Reagan, a client of Vincent’s Rose Clothing Company, is the 50 year-old bachelor and owner of a rubber plantation south of the city where the others live. He is drawn to Ida, a young woman of obscure Asian origin, who is working on his farm. Theirs is probably the most overtly surreal of all the relationships, but that is not imply that any couple has anything approaching a routine domestic existence. The overlapping and entwined connections between the six key characters forms a strong thread that pulls the reader into and through this anfractuous tale.

Winding in and out of the lives of the key figures is an ambiguous cast of other entities – mysterious Asian and/or Middle Eastern women, odd servants and drivers, eccentric loners, beautiful street cleaners with curious doppelgängers and a host of cats, snakes, birds, mice, insects and other creatures. Earthquakes rumble throughout the novel, shaking some characters to the core while passing unnoticed by others. Fires rage, floods wash mountainsides away, roses exert magnetic energies, and dream worlds collide – not just with assumed reality, but between dreamers. Sexual desire arises frequently – at times characters are surprised by the intensity of the arousal, the unexpected gender of their object of attraction and the insubstantiality of most ensuing encounters.

As the story unfolds, moving through of layers of unreality, the tendency is to try look for clues, to assign meaning and value. My thought is that meaning is a slippery concept here, amorphous and shifting. Can Xue herself has advised that modernist literature requires the reader to turn inward to seek the structure of time and space within one’s soul, to be able to grasp the structure of the work. But structure is one thing, meaning is something else entirely. I would argue that this a work that will open itself up to the receptive reader, and be met by each reader on his or her own terms with what they bring to the experience.

I took pages and pages of notes, delighting in tracing connections, amazed by the depth of reading possible. In the end I was most keenly aware of themes of migration, the sense of a lost connection with a home left behind, the loneliness of love, the ambiguity of remembering and forgetting, and the increasingly virtual quality of our connections with others in our modern world. But those are my perceptions at this moment. Can Xue, (her real name is Deng Xiaohua, her pseudonym meaning “dirty snow that refuses to melt”) is a self taught writer. The Cultural Revolution abruptly ended her education after elementary school, so she took to educating herself, reading poetry and fiction and steeping herself in the classical Western canon and Russian literature. She has cited Kafka, Borges, Cervantes and Dante as influences. Echoes of Calvino are strong and I could not help but think of contemporary writers like Ben Okri and Sjón among others.

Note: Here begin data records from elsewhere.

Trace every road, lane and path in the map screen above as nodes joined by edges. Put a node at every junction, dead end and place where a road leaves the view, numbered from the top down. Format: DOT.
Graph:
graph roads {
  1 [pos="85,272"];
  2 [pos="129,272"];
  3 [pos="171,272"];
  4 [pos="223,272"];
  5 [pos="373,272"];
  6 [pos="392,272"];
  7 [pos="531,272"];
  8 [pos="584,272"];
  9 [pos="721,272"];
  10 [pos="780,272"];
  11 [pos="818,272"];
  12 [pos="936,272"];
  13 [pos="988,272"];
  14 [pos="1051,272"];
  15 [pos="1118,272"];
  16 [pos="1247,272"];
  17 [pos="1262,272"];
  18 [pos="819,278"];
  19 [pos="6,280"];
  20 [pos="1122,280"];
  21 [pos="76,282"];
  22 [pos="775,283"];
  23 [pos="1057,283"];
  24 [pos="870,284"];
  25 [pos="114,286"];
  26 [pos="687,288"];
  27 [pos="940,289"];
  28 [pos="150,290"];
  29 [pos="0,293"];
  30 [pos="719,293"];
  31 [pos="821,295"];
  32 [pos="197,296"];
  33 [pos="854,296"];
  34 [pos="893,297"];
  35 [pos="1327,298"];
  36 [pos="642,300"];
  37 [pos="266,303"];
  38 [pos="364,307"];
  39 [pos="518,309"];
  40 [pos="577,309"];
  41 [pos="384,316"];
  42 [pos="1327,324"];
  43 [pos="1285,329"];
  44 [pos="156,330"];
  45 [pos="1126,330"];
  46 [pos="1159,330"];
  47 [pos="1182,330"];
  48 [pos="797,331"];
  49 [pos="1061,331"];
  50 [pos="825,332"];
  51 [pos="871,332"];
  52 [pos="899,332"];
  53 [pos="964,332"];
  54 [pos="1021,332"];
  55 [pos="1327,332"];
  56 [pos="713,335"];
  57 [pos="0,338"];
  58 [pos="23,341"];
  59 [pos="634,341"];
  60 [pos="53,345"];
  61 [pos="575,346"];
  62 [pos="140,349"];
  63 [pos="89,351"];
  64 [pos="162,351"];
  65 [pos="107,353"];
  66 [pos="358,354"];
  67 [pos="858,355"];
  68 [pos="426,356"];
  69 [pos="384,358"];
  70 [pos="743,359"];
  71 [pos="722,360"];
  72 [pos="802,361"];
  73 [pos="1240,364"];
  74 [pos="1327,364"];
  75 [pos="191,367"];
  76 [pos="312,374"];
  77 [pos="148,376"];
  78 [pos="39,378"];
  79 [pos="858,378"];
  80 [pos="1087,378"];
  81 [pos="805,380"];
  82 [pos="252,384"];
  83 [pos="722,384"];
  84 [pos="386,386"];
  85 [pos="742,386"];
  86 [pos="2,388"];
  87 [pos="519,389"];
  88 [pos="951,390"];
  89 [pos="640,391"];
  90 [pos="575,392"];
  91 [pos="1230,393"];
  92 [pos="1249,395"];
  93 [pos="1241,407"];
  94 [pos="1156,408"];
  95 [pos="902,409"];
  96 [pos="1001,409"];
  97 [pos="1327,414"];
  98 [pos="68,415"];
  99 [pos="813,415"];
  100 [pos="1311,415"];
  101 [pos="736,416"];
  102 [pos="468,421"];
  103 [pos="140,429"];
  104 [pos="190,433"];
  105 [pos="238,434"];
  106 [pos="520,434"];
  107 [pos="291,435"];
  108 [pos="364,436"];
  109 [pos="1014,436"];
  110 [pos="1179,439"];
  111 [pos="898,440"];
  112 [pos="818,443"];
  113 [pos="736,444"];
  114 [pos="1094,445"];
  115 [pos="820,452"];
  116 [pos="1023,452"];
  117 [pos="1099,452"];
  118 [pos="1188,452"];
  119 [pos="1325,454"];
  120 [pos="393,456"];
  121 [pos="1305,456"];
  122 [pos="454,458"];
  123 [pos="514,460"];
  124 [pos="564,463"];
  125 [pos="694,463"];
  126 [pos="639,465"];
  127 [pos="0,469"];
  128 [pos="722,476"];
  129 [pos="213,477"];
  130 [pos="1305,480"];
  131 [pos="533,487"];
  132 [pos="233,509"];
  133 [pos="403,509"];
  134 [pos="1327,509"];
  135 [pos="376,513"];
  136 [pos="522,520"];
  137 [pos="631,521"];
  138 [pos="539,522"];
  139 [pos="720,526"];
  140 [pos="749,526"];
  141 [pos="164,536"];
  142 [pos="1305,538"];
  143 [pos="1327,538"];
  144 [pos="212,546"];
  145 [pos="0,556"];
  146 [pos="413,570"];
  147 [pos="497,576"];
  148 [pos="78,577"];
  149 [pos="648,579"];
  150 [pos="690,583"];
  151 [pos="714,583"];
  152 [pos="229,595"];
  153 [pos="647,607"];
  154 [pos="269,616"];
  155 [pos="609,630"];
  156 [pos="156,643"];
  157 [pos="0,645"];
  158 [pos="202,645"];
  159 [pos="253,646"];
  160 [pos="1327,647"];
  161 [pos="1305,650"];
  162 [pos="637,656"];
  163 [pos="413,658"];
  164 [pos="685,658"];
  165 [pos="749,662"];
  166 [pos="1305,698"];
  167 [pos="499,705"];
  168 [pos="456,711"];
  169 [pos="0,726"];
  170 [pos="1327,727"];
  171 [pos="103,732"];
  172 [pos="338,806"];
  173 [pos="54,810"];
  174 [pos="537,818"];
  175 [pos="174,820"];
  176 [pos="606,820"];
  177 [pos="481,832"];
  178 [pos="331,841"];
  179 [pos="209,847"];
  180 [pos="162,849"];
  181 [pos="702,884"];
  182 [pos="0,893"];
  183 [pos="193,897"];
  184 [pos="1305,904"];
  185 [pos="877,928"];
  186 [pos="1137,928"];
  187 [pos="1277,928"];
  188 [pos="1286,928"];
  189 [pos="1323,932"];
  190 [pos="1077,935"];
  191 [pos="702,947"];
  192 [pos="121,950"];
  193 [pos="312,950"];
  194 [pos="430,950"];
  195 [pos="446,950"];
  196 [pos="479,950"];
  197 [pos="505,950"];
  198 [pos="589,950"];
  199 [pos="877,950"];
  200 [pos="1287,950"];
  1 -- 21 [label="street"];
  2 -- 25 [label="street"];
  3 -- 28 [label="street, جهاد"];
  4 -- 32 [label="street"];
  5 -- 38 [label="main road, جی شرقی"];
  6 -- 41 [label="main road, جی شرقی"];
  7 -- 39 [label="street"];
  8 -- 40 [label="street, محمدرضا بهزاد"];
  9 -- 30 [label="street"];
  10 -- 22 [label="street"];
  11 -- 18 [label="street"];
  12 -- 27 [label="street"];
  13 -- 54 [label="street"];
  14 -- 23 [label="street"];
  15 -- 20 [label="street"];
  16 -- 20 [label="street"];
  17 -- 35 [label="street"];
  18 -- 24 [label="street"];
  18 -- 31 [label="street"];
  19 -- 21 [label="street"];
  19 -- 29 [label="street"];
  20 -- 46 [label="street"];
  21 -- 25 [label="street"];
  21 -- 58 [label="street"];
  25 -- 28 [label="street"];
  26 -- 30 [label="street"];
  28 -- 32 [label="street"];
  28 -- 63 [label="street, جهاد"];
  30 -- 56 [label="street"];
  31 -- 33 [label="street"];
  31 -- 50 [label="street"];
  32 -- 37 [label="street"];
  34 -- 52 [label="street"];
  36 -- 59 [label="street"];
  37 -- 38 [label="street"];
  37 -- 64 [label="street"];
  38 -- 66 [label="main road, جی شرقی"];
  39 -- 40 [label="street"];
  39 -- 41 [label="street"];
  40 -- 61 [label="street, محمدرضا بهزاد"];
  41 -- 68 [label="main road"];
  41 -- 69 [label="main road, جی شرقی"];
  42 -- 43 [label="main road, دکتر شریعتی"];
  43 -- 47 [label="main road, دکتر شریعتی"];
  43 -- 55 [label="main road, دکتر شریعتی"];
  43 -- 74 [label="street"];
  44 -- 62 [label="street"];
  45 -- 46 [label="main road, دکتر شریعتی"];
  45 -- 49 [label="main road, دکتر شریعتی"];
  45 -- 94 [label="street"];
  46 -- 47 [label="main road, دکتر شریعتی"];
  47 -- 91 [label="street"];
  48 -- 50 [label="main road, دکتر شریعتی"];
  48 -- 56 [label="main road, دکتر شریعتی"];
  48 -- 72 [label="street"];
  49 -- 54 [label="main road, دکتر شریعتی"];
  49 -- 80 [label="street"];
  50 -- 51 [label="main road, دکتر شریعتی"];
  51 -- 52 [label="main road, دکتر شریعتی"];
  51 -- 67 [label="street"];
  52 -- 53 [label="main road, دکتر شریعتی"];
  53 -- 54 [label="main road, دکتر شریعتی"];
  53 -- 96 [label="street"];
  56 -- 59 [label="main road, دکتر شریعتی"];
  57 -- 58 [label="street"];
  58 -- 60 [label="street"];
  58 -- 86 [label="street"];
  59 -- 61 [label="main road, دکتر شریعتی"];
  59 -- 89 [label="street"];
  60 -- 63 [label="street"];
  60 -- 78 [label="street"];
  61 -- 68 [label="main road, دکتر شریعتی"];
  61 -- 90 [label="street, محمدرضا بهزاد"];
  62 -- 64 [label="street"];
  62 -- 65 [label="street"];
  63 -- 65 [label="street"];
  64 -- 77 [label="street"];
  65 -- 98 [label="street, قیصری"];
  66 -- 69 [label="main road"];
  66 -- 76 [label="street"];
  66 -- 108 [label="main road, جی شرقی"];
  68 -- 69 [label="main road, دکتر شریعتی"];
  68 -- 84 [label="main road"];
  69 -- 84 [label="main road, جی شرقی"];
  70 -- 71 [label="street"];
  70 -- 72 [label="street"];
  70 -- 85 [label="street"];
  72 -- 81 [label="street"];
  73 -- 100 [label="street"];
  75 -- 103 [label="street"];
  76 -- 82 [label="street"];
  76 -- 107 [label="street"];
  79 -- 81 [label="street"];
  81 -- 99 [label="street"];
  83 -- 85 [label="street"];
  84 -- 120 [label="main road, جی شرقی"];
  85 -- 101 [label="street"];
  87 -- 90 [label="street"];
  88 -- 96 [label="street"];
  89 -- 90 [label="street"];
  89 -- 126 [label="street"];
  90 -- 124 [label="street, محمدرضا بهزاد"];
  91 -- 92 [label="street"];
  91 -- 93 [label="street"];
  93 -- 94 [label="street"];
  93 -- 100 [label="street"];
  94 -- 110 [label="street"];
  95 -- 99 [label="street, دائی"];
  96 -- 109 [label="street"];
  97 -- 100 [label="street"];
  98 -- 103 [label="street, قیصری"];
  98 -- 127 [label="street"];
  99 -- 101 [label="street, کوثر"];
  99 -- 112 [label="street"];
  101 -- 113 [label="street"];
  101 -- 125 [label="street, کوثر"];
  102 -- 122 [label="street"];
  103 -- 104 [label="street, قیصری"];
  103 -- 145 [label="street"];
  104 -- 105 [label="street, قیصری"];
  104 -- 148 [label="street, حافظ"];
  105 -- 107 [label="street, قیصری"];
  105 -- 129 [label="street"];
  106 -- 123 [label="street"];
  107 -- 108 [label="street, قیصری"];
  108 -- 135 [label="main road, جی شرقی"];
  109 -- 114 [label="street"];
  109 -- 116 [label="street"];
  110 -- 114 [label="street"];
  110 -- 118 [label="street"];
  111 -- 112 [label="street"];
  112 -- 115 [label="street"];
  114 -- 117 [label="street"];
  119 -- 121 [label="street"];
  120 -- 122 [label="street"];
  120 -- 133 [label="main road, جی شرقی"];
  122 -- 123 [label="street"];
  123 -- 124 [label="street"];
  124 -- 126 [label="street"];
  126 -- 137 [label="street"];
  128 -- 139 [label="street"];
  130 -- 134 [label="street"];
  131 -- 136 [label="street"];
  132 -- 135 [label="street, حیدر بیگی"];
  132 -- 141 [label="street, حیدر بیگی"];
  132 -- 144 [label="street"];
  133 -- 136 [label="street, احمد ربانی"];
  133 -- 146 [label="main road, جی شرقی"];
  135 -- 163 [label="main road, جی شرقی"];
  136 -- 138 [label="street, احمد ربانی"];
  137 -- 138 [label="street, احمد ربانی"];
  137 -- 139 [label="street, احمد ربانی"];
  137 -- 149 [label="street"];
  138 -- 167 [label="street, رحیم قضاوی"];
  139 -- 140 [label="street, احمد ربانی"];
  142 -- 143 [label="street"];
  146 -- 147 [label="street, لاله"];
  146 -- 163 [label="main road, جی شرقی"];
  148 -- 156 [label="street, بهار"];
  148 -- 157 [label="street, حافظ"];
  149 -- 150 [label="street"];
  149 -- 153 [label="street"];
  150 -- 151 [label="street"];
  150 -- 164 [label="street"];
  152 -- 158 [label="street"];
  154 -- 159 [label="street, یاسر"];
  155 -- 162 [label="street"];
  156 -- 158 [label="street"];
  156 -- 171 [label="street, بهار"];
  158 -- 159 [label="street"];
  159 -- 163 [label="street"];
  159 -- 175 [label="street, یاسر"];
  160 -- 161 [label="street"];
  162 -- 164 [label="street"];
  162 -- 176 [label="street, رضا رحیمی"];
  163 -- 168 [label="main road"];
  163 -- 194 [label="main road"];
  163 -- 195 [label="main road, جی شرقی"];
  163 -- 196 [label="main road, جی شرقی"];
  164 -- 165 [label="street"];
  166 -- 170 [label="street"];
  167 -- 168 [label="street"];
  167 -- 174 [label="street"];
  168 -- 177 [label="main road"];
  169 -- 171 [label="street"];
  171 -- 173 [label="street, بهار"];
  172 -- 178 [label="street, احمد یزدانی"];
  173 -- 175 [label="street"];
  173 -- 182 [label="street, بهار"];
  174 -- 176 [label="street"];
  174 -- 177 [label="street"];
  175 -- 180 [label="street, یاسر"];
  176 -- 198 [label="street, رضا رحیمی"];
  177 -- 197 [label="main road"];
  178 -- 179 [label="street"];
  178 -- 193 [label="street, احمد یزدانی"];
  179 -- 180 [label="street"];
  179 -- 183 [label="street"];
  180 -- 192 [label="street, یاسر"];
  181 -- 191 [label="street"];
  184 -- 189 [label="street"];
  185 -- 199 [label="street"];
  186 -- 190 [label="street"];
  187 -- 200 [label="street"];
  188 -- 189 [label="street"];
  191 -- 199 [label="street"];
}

This is actually my first encounter with contemporary Chinese literature. This morning it was announced as a contender for the Best Translated Book Award (BTBA), making it the one title to appear on both major annual translated fiction award longlists. Annelise Finegan Wasmoen’s translation is clear, spare and lyrical. She maintains a steady pace and brings to life the sounds that reverberate throughout the text – the su su rustling of pages, si si hissing of snakes, the cha cha whisper of snow – preserving what one imagines might approach the sensory experience of reading The Last Lover in the original Chinese.

Independent Foreign Fiction Prize 2015 / Best Translated Book Award 2015: A demanding read that defeated a few members of our IFFP shadow jury, this was a highly rewarding reading experience for me. I will definitely seek out more of Can Xue’s work. A taste of her short stories, some of which can be found on line and this insightful feature from Music & Literature were helpful, though I avoided reading other interpretations closely before finishing the book. I would encourage a reader interested in a challenge to persevere, open to the riches that this type of literature can offer.

Update: The Last Lover has been awarded the 2015 BTBA Award. Of the six of the ten shortlisted BTBA titles I read it was my favourite all along. Congratulations to Can Xue and Annelise Finegan Wasmoen!